With Starlink, Elon Musk’s SpaceX aims to provide a high-speed internet connection to the remote places of the world where the internet hasn’t been accessible so far. To achieve this aim SpaceX is willing to launch almost 12,000 satellites into the lower orbits to offer broadband coverage. WIth the last launch in September 2020, they have been able to put more than a total of 700 satellites in the orbit of the Earth.

Because of a response, SpaceX has provided to TRAI (Telecom Regulation Authority of India) consultation paper, there is a rumor going around that Starlink has interests in India, and that they’ll be able to provide high-speed internet connection in the region as early as 2021!

TRAIS’s consultation paper, put out back in August 2020, concerned the roadmap to “Promote Broadband Connectivity and Enhanced Broadband Seed”. The response was submitted by Patricia Cooper, SpaceX’s Vice President for Satellite Government Affair.

In India, internet access is already available in many areas, but rural, remote, and even some urban areas have never been provided with the necessary infrastructures. In Cooper’s reply to TRAI, it is stated that satellite systems that orbit the planet could reach those areas and provide a high-speed connection at affordable costs.

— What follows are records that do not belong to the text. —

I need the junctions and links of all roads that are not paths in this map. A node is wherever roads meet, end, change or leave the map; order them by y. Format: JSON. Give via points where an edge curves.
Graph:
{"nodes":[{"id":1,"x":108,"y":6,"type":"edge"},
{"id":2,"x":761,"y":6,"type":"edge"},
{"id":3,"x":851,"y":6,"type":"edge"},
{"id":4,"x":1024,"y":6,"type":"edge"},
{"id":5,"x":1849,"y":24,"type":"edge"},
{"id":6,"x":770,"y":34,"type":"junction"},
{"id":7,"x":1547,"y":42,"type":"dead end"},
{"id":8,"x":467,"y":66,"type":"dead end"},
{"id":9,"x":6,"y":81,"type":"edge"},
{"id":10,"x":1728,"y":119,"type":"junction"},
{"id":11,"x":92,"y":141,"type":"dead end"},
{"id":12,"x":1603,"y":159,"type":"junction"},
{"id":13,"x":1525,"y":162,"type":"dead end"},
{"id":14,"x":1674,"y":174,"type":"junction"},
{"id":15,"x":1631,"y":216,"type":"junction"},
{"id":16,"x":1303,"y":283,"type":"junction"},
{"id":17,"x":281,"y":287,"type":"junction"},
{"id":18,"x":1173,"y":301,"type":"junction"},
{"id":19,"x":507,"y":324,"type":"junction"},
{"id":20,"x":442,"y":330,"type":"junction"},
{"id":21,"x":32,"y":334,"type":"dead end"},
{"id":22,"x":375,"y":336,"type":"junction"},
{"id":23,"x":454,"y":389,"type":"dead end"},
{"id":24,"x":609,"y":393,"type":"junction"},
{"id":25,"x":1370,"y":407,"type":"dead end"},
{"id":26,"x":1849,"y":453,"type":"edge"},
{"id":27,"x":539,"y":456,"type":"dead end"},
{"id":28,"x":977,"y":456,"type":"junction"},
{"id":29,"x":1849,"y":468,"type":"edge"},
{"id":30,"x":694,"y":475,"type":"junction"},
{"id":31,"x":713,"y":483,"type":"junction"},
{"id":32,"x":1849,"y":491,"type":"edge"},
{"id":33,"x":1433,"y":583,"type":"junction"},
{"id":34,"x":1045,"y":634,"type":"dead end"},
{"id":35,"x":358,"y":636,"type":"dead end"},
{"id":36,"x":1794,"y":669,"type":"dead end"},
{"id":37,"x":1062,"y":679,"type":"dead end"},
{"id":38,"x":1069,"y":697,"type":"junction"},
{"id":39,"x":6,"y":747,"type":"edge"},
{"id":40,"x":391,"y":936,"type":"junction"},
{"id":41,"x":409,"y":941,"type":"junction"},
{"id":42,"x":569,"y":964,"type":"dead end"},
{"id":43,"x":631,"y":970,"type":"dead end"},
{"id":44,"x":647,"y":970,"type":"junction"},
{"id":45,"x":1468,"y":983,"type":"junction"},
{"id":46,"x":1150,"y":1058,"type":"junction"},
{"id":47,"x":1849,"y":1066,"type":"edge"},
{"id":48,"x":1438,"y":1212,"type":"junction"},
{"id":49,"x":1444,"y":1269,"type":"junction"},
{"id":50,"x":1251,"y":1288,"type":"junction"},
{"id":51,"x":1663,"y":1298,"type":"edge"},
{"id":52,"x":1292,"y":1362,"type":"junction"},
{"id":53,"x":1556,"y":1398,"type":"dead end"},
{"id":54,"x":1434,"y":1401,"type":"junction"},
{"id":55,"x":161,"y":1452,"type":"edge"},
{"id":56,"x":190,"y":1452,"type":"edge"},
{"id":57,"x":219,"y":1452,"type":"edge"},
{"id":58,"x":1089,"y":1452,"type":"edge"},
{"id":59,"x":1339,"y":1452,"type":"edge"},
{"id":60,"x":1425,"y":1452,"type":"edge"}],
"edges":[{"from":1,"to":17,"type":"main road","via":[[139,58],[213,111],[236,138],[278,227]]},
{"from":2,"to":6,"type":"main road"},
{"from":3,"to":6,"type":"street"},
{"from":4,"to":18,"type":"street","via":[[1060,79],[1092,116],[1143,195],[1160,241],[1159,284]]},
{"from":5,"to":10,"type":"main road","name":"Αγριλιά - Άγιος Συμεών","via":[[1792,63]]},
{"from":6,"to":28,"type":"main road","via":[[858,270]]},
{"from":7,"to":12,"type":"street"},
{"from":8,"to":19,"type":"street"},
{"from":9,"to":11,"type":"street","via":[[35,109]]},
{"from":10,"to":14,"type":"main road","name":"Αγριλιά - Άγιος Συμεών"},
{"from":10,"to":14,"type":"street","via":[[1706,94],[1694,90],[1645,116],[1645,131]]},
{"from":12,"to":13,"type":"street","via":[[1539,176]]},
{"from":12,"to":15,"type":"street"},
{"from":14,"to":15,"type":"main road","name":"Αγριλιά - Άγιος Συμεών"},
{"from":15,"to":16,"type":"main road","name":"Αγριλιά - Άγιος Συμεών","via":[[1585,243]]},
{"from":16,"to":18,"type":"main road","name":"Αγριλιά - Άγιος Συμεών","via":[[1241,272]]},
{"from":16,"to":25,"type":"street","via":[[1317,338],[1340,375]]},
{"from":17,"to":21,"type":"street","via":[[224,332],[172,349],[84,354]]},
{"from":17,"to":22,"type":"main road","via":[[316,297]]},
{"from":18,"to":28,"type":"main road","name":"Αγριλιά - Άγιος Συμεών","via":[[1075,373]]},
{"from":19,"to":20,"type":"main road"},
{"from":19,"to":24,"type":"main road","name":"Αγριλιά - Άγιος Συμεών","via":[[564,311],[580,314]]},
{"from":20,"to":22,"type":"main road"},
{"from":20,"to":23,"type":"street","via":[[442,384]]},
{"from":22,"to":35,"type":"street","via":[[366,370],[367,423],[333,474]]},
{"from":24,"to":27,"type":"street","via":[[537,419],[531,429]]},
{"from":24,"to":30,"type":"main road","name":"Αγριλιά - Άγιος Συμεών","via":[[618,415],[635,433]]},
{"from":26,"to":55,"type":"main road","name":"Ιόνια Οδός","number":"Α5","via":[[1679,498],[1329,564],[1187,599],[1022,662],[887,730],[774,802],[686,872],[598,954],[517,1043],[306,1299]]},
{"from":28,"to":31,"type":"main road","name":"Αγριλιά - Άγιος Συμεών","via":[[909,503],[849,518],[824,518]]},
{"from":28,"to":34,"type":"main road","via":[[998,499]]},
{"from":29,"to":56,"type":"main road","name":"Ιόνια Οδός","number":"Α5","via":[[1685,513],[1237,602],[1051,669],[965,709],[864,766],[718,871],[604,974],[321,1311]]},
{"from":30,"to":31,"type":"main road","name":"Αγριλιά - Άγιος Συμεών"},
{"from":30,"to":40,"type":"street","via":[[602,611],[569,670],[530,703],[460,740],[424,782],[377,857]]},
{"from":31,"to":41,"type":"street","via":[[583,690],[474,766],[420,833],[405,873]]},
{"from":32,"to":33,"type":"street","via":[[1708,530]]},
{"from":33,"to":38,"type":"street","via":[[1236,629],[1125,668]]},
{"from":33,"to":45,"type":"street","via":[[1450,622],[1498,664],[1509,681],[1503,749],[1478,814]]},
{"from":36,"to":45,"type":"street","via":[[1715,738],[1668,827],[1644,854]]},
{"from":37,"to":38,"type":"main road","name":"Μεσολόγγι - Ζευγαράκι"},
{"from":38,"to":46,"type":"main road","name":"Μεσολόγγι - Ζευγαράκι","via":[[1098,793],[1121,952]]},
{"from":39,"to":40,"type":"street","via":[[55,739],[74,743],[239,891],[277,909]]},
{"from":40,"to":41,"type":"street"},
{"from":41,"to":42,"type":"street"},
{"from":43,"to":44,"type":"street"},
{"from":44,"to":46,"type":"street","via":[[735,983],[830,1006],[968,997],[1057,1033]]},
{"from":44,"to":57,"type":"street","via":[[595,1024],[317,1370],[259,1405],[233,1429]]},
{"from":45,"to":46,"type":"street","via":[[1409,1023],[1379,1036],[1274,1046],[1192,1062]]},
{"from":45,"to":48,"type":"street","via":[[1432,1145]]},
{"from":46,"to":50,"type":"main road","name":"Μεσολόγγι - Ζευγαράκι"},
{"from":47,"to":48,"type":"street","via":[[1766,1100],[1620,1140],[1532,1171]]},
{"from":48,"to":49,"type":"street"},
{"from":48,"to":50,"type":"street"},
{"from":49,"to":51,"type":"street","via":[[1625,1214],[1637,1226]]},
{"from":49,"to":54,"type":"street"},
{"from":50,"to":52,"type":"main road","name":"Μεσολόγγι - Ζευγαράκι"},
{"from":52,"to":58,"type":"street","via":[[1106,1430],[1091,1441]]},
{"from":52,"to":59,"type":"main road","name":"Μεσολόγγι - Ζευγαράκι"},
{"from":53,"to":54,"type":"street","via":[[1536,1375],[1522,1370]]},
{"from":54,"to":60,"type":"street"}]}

SpaceX – writes Vice President COoper – does not require fiber wires to deliver high-speed broadband. A satellite system, like the one provided with Starlink, is able to reach non-urban areas as well as the most remote ones while also maintaining lower operating costs: terrestrial wire telecommunications comes with a cost per kilometer that satellite services can avoid.

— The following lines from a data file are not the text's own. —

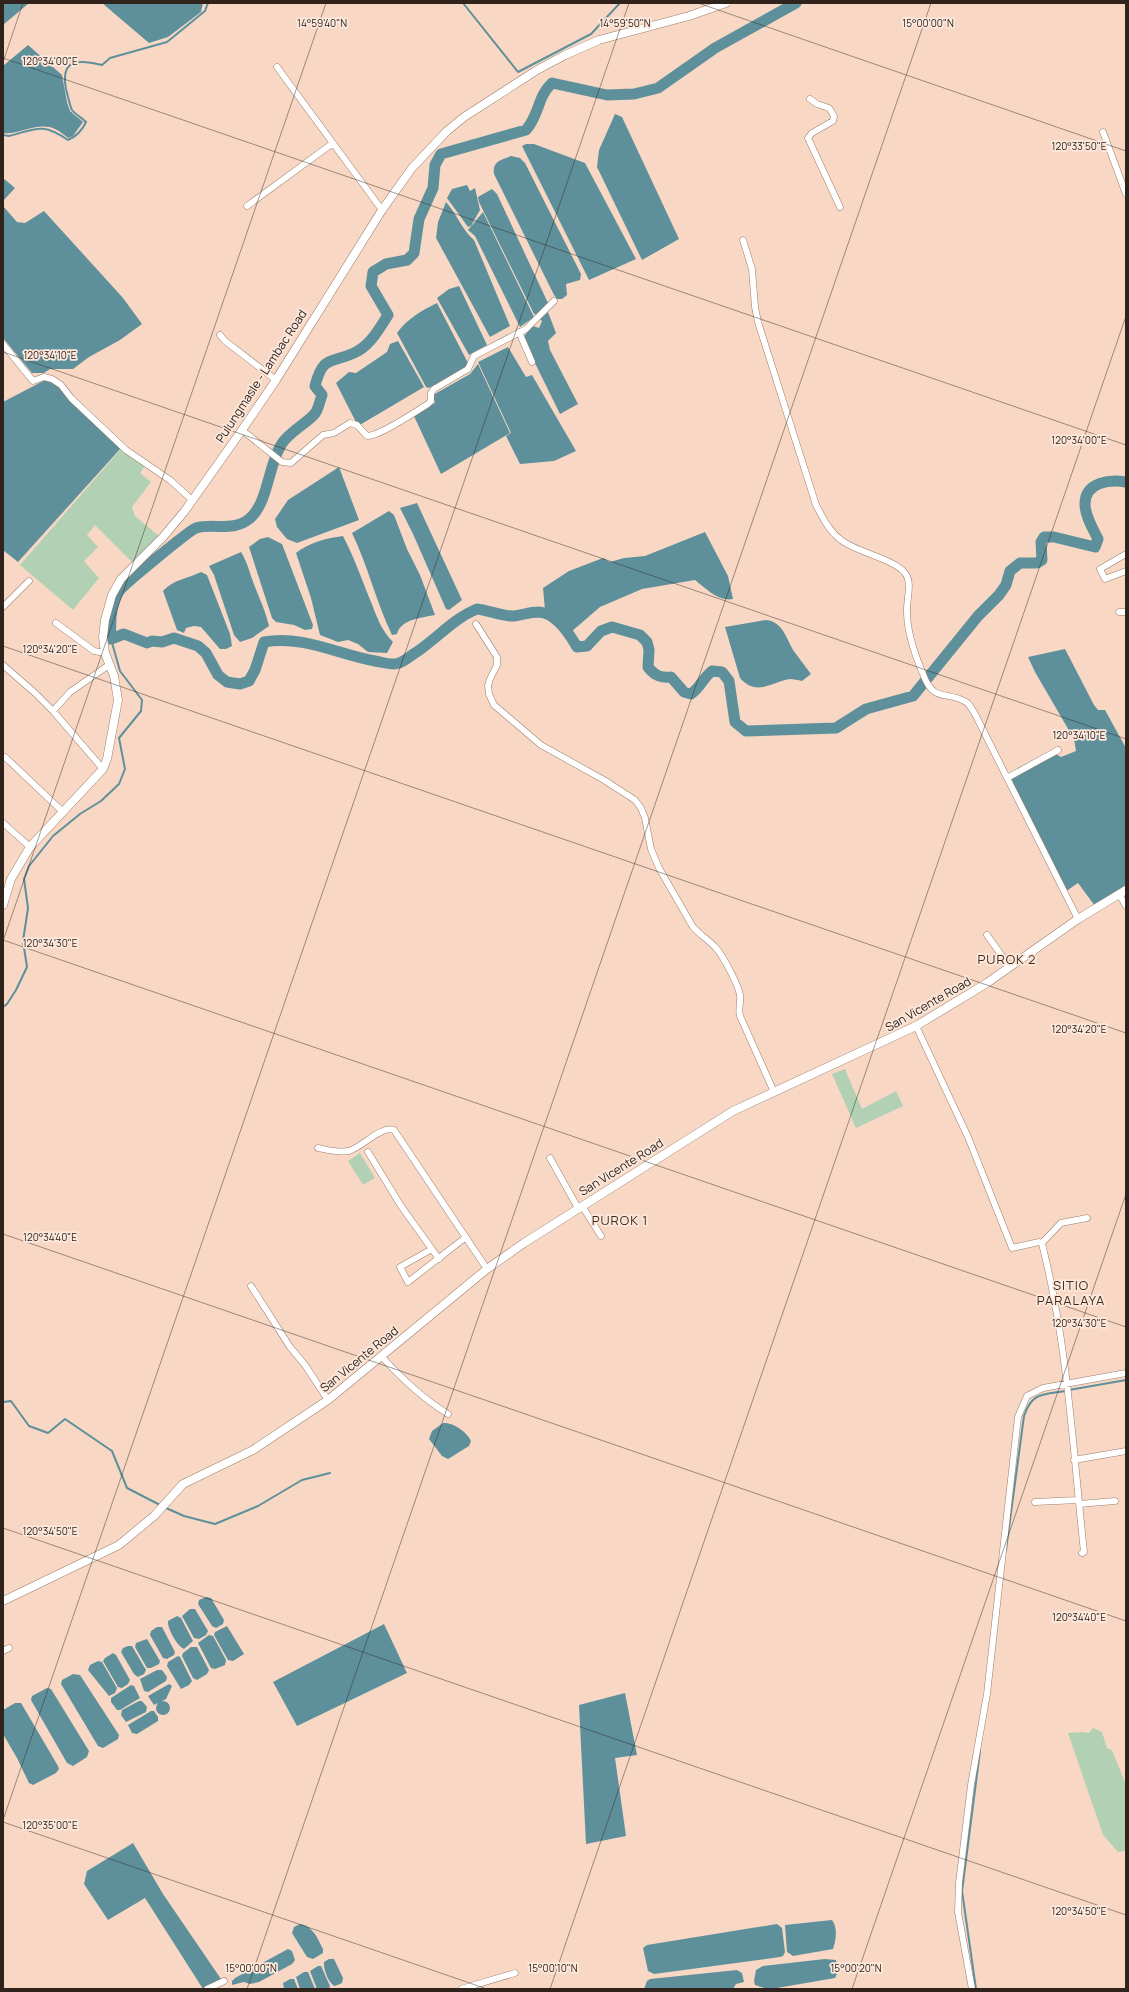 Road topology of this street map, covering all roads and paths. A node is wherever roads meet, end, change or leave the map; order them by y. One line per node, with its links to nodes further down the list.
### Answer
1 (726, 3): 9 (street, Pulungmasle - Lambac Road)
2 (277, 67): 5 (street)
3 (810, 99): 8 (street)
4 (1103, 132): 6 (street)
5 (333, 143): 7 (street); 9 (street)
6 (1126, 194)
7 (247, 206)
8 (840, 207)
9 (382, 210): 16 (street, Pulungmasle - Lambac Road)
10 (743, 240): 32 (street)
11 (554, 301): 12 (street)
12 (519, 332): 15 (street); 17 (street)
13 (220, 335): 16 (street)
14 (3, 344): 18 (street)
15 (532, 362)
16 (276, 380): 17 (street, Pulungmasle - Lambac Road)
17 (242, 430): 18 (street, Pulungmasle - Lambac Road)
18 (192, 500): 25 (street, Pulungmasle - Lambac Road)
19 (1126, 554): 20 (street)
20 (1126, 571)
21 (29, 581): 22 (street)
22 (3, 607)
23 (56, 623): 25 (street)
24 (476, 624): 43 (street)
25 (105, 654): 27 (street, Pulungmasle - Lambac Road)
26 (3, 665): 28 (street)
27 (109, 666): 28 (street); 31 (street, Pulungmasle - Lambac Road)
28 (53, 711): 31 (street)
29 (1058, 750): 32 (street)
30 (5, 757): 33 (street)
31 (103, 769): 33 (street, Pulungmasle - Lambac Road)
32 (1007, 778): 39 (street)
33 (62, 811): 35 (street, Pulungmasle - Lambac Road)
34 (3, 823): 35 (street)
35 (30, 847): 37 (street, Pulungmasle - Lambac Road)
36 (1123, 892): 38 (street); 39 (street, San Vicente Road)
37 (3, 905)
38 (1126, 906)
39 (1078, 919): 41 (street, San Vicente Road)
40 (987, 935): 41 (street)
41 (1010, 967): 42 (street, San Vicente Road)
42 (916, 1026): 43 (street, San Vicente Road); 51 (street)
43 (774, 1092): 47 (street, San Vicente Road)
44 (318, 1148): 50 (street)
45 (368, 1152): 52 (street)
46 (550, 1158): 47 (street)
47 (580, 1207): 49 (street); 54 (street, San Vicente Road)
48 (1086, 1218): 51 (street)
49 (601, 1236)
50 (466, 1237): 53 (street); 54 (street)
51 (1042, 1243): 58 (street)
52 (432, 1249): 53 (street); 53 (street)
53 (439, 1259)
54 (487, 1269): 56 (street, San Vicente Road)
55 (251, 1286): 59 (street)
56 (382, 1357): 59 (street, San Vicente Road); 60 (street)
57 (1126, 1373): 58 (street)
58 (1066, 1384): 62 (street); 74 (street)
59 (328, 1400): 67 (street, San Vicente Road)
60 (448, 1414)
61 (1126, 1451): 62 (street)
62 (1074, 1460): 65 (street)
63 (1115, 1501): 65 (street)
64 (1035, 1502): 65 (street)
65 (1078, 1502): 66 (street)
66 (1082, 1553)
67 (3, 1601)
68 (9, 1648): 69 (street)
69 (3, 1651)
70 (515, 1973): 73 (street)
71 (224, 1981): 72 (street)
72 (207, 1989)
73 (462, 1989)
74 (972, 1989)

However, bringing Starlink to India currently needs legislative and policy reforms. For this, in her response to TRAI, Cooper has given recommendations that could favor the approvals that SpaceX needs from the Indian Government to begin its service distribution with Starlink in the country.

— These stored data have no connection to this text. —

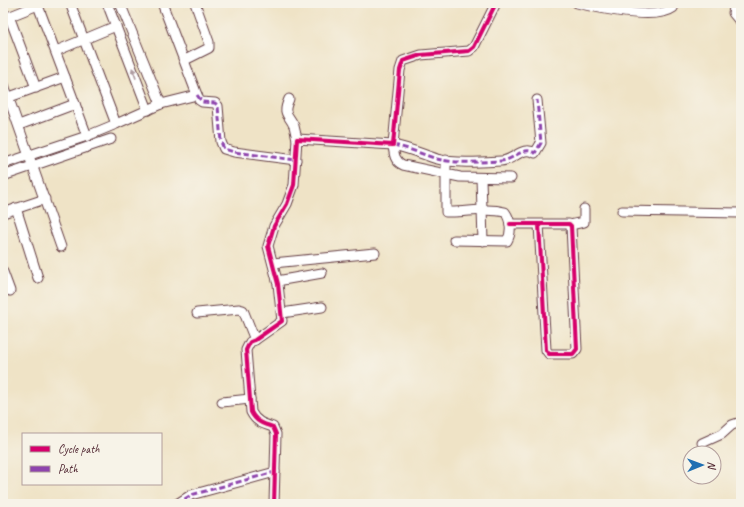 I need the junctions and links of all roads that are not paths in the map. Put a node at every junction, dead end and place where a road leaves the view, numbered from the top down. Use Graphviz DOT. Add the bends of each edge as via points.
graph roads {
  1 [pos="70,3"];
  2 [pos="107,3"];
  3 [pos="120,3"];
  4 [pos="162,3"];
  5 [pos="195,3"];
  6 [pos="496,3"];
  7 [pos="577,3"];
  8 [pos="675,3"];
  9 [pos="736,3"];
  10 [pos="38,4"];
  11 [pos="6,18"];
  12 [pos="741,19"];
  13 [pos="116,26"];
  14 [pos="84,38"];
  15 [pos="56,51"];
  16 [pos="185,60"];
  17 [pos="65,77"];
  18 [pos="3,82"];
  19 [pos="36,88"];
  20 [pos="197,95"];
  21 [pos="6,98"];
  22 [pos="288,99"];
  23 [pos="537,100"];
  24 [pos="75,104"];
  25 [pos="161,104"];
  26 [pos="148,110"];
  27 [pos="116,124"];
  28 [pos="19,125"];
  29 [pos="87,136"];
  30 [pos="111,139"];
  31 [pos="297,139"];
  32 [pos="393,145"];
  33 [pos="30,155"];
  34 [pos="296,160"];
  35 [pos="446,160"];
  36 [pos="3,164"];
  37 [pos="34,166"];
  38 [pos="445,175"];
  39 [pos="3,176"];
  40 [pos="481,178"];
  41 [pos="512,178"];
  42 [pos="45,199"];
  43 [pos="16,208"];
  44 [pos="482,209"];
  45 [pos="584,209"];
  46 [pos="622,211"];
  47 [pos="3,213"];
  48 [pos="741,213"];
  49 [pos="510,224"];
  50 [pos="539,224"];
  51 [pos="570,225"];
  52 [pos="454,240"];
  53 [pos="483,241"];
  54 [pos="61,247"];
  55 [pos="375,253"];
  56 [pos="273,263"];
  57 [pos="3,272"];
  58 [pos="322,273"];
  59 [pos="38,278"];
  60 [pos="277,281"];
  61 [pos="10,291"];
  62 [pos="322,307"];
  63 [pos="197,313"];
  64 [pos="282,313"];
  65 [pos="255,340"];
  66 [pos="250,399"];
  67 [pos="222,402"];
  68 [pos="741,422"];
  69 [pos="702,443"];
  70 [pos="275,472"];
  71 [pos="177,504"];
  72 [pos="274,504"];
  1 -- 14 [label="street"];
  2 -- 13 [label="street"];
  3 -- 25 [label="street"];
  4 -- 16 [label="street"];
  5 -- 16 [label="street" via="209,48"];
  6 -- 32 [label="street" via="474,47 469,51 421,55 403,61"];
  7 -- 8 [label="street" via="601,9 640,13 663,13 673,8"];
  9 -- 12 [label="street" via="733,13"];
  10 -- 11 [label="street"];
  10 -- 15 [label="street"];
  11 -- 19 [label="street"];
  13 -- 14 [label="street"];
  26 -- 13 [label="street, one-way"];
  14 -- 15 [label="street"];
  14 -- 27 [label="street"];
  15 -- 17 [label="street"];
  16 -- 20 [label="street"];
  17 -- 19 [label="street"];
  17 -- 24 [label="street"];
  18 -- 21 [label="street"];
  19 -- 21 [label="street"];
  20 -- 25 [label="street"];
  20 -- 34 [label="street" via="202,102 215,103 218,106 221,142 224,149"];
  21 -- 28 [label="street"];
  22 -- 31 [label="street" via="286,115 293,125"];
  23 -- 35 [label="street" via="541,143 535,153 530,150 523,151 502,161"];
  24 -- 28 [label="street"];
  24 -- 29 [label="street"];
  25 -- 26 [label="street"];
  26 -- 27 [label="street"];
  27 -- 29 [label="street"];
  28 -- 33 [label="street"];
  29 -- 33 [label="street"];
  30 -- 37 [label="street"];
  31 -- 32 [label="street"];
  31 -- 34 [label="street"];
  32 -- 35 [label="street"];
  32 -- 38 [label="street" via="398,163"];
  33 -- 36 [label="street"];
  33 -- 37 [label="street"];
  34 -- 56 [label="street" via="291,194 269,241 269,255"];
  35 -- 38 [label="street"];
  37 -- 39 [label="street"];
  37 -- 42 [label="street"];
  38 -- 40 [label="street"];
  38 -- 44 [label="street" via="446,212"];
  40 -- 41 [label="street"];
  40 -- 44 [label="street"];
  42 -- 43 [label="street"];
  42 -- 54 [label="street"];
  43 -- 47 [label="street"];
  43 -- 59 [label="street"];
  44 -- 49 [label="street" via="506,212"];
  44 -- 53 [label="street"];
  45 -- 51 [label="street" via="584,222"];
  46 -- 48 [label="street"];
  49 -- 50 [label="street"];
  49 -- 53 [label="street" via="507,241"];
  50 -- 51 [label="street"];
  50 -- 51 [label="street" via="546,350 549,354 573,354 577,349"];
  52 -- 53 [label="street"];
  55 -- 56 [label="street"];
  56 -- 60 [label="street"];
  57 -- 61 [label="street"];
  58 -- 60 [label="street"];
  60 -- 64 [label="street"];
  62 -- 64 [label="street"];
  63 -- 65 [label="street" via="243,310"];
  64 -- 65 [label="street" via="282,321"];
  65 -- 66 [label="street" via="250,342 246,350"];
  66 -- 67 [label="street"];
  66 -- 70 [label="street" via="254,418 275,430"];
  68 -- 69 [label="street"];
  70 -- 71 [label="street" via="191,495"];
  70 -- 72 [label="street"];
}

The recommendations concern:

  • Service taxes: the government should avoid unnecessary fees that could make broadband unaffordable to many;
  • Frequencies: some specific recommendations about how frequencies are assigned and how the satellite innovation in high-frequency bands should not be hindered in any way;
  • Broadband definitions: neutral definitions that reflect the advances of satellite service should be encouraged.

The obstacles

ISRO (Indian Space Research Organization) drew up a draft last month that could replace the Satellite Communication Policy in India with a new Space-based Communication Policy. Some of the guidelines in this draft bar foreign companies to enter into the satellite communication market in India. Only Indian companies will be able to use satellite-based communication in the country. As SpaceX is not based in India, it would be left out of the game. This is one of the many reasons why SpaceX is suggesting changes in Indian legislation concerning satellite-based communication.

If the Indian Government could amend the necessary policies, Cooper writes in her response, Starlink will achieve the goal of “delivering broadband connectivity in the near term to all Indians.” The timing specification is what is making many speculate about Starlink being able to provide internet connection through its satellites in 2020!